● Exercise requirements
Each line of the data below that holds the word "label" is to be reported in full.

┏━━

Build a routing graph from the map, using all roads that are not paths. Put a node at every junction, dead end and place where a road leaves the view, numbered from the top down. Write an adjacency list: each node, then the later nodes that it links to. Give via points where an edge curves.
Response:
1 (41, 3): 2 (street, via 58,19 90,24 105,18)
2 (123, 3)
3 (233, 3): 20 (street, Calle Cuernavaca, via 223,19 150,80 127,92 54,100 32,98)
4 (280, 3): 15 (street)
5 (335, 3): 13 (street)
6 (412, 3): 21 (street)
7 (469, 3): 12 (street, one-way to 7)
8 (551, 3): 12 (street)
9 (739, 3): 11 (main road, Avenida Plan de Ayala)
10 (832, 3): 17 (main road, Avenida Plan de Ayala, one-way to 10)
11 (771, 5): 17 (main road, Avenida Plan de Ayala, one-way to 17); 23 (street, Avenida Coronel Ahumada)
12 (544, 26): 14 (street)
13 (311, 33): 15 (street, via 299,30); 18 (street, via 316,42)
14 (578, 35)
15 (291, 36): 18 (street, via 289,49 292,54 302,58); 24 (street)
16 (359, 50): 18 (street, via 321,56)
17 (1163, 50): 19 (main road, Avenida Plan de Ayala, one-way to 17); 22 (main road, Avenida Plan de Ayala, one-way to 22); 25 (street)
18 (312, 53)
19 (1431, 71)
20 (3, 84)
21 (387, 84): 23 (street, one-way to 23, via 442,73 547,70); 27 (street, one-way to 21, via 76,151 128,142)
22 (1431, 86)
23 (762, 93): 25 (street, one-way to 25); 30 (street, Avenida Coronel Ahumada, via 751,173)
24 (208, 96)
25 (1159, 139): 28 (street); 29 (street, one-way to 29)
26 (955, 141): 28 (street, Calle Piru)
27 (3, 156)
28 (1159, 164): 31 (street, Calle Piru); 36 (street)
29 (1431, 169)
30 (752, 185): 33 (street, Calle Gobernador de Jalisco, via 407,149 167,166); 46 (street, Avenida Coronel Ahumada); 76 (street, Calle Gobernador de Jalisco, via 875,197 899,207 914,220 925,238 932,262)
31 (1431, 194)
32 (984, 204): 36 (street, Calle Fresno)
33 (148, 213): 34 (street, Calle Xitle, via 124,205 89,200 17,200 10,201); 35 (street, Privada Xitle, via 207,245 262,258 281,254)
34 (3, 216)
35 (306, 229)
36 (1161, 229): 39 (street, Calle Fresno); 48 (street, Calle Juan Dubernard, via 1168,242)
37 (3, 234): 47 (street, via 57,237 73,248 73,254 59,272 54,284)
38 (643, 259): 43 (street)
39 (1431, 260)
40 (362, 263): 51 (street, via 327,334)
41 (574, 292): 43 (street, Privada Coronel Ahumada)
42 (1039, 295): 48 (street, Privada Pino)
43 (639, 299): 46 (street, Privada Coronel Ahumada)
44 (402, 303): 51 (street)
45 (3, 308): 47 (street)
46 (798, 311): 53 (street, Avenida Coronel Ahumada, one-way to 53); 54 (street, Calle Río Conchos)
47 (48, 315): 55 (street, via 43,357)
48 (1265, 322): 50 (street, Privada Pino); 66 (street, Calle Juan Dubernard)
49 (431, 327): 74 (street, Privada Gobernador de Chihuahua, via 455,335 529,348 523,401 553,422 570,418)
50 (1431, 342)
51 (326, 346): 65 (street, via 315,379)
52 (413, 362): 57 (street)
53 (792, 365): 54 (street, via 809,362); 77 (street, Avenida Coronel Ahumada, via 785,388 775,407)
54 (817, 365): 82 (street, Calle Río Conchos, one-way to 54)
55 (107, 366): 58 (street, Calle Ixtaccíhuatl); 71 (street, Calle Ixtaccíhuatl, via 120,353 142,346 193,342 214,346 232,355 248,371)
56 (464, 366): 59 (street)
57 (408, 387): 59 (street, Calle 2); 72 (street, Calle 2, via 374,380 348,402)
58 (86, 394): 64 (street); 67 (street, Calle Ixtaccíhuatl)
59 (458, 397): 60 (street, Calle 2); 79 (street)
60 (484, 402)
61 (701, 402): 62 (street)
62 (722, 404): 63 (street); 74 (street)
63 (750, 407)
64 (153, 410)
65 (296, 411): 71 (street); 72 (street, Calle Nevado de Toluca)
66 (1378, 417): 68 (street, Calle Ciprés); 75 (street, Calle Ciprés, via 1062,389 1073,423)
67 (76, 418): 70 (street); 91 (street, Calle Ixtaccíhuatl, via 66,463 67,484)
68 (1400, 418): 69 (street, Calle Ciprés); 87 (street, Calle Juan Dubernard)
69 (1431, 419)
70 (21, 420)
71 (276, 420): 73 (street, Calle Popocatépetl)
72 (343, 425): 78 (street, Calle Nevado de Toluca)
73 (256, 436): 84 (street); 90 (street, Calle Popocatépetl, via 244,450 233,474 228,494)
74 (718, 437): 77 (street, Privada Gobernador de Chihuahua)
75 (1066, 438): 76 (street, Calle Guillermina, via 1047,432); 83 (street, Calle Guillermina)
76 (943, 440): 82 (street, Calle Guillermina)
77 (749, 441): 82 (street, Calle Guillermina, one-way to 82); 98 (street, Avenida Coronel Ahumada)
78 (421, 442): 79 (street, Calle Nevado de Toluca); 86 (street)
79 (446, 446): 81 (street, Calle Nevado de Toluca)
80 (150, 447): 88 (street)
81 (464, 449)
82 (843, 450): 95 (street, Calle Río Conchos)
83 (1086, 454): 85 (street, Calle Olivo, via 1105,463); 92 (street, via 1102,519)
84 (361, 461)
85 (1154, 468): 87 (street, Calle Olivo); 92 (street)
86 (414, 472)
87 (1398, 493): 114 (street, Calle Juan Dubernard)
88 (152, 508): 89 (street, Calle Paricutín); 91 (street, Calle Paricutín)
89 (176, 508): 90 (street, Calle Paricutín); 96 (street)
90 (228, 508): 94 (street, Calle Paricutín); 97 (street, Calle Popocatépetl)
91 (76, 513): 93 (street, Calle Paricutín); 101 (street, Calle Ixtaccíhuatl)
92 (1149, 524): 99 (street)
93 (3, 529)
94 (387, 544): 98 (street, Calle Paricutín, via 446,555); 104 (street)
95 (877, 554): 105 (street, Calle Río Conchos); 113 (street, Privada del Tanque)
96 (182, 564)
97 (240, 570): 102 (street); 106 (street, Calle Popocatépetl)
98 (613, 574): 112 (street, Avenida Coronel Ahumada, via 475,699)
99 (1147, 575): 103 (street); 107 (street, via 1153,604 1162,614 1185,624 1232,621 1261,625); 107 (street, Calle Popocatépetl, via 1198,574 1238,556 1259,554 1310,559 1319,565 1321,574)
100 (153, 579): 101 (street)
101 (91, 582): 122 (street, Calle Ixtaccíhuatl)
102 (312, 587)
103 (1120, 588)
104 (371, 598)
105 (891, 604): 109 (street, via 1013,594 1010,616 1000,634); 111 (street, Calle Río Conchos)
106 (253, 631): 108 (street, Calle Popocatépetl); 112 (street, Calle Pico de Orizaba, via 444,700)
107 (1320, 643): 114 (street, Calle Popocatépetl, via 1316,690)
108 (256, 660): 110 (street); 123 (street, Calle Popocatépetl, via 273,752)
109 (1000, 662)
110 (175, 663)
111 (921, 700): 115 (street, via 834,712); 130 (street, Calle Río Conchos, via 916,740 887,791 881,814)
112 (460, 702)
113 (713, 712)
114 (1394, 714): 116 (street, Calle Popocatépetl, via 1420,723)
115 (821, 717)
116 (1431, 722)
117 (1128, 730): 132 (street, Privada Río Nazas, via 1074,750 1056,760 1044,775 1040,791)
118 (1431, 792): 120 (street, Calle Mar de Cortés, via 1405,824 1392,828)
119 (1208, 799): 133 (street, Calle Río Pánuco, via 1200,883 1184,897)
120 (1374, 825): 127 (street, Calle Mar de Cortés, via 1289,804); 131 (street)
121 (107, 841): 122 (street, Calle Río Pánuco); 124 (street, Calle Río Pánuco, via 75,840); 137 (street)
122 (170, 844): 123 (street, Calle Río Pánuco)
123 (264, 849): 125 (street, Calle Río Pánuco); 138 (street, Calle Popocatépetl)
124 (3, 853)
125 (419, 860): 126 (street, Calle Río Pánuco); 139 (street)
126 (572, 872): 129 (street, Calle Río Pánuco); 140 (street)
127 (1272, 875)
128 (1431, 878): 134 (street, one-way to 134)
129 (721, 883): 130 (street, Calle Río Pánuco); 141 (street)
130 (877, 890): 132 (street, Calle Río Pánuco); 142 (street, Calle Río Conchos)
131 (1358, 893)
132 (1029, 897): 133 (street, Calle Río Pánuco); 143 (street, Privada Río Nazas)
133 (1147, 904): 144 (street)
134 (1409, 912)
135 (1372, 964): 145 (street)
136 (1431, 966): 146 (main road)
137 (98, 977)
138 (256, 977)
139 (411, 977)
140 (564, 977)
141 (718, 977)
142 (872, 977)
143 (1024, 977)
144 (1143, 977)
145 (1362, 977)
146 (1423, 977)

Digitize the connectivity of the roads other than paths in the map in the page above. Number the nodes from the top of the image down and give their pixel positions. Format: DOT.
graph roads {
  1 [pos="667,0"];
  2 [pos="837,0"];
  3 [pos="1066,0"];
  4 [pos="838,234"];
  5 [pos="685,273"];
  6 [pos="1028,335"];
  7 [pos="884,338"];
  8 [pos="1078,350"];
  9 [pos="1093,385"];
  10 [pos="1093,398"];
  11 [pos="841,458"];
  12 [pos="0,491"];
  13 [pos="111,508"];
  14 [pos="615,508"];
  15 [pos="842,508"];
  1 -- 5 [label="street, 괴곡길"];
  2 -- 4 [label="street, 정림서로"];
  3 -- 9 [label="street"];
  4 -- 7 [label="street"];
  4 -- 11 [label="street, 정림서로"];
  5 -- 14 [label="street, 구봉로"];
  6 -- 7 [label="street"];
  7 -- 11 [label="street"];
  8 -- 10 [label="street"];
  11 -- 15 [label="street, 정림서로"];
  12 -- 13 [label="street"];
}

┗━━

● Response
  1 -- 5 [label="street, 괴곡길"];
  2 -- 4 [label="street, 정림서로"];
  3 -- 9 [label="street"];
  4 -- 7 [label="street"];
  4 -- 11 [label="street, 정림서로"];
  5 -- 14 [label="street, 구봉로"];
  6 -- 7 [label="street"];
  7 -- 11 [label="street"];
  8 -- 10 [label="street"];
  11 -- 15 [label="street, 정림서로"];
  12 -- 13 [label="street"];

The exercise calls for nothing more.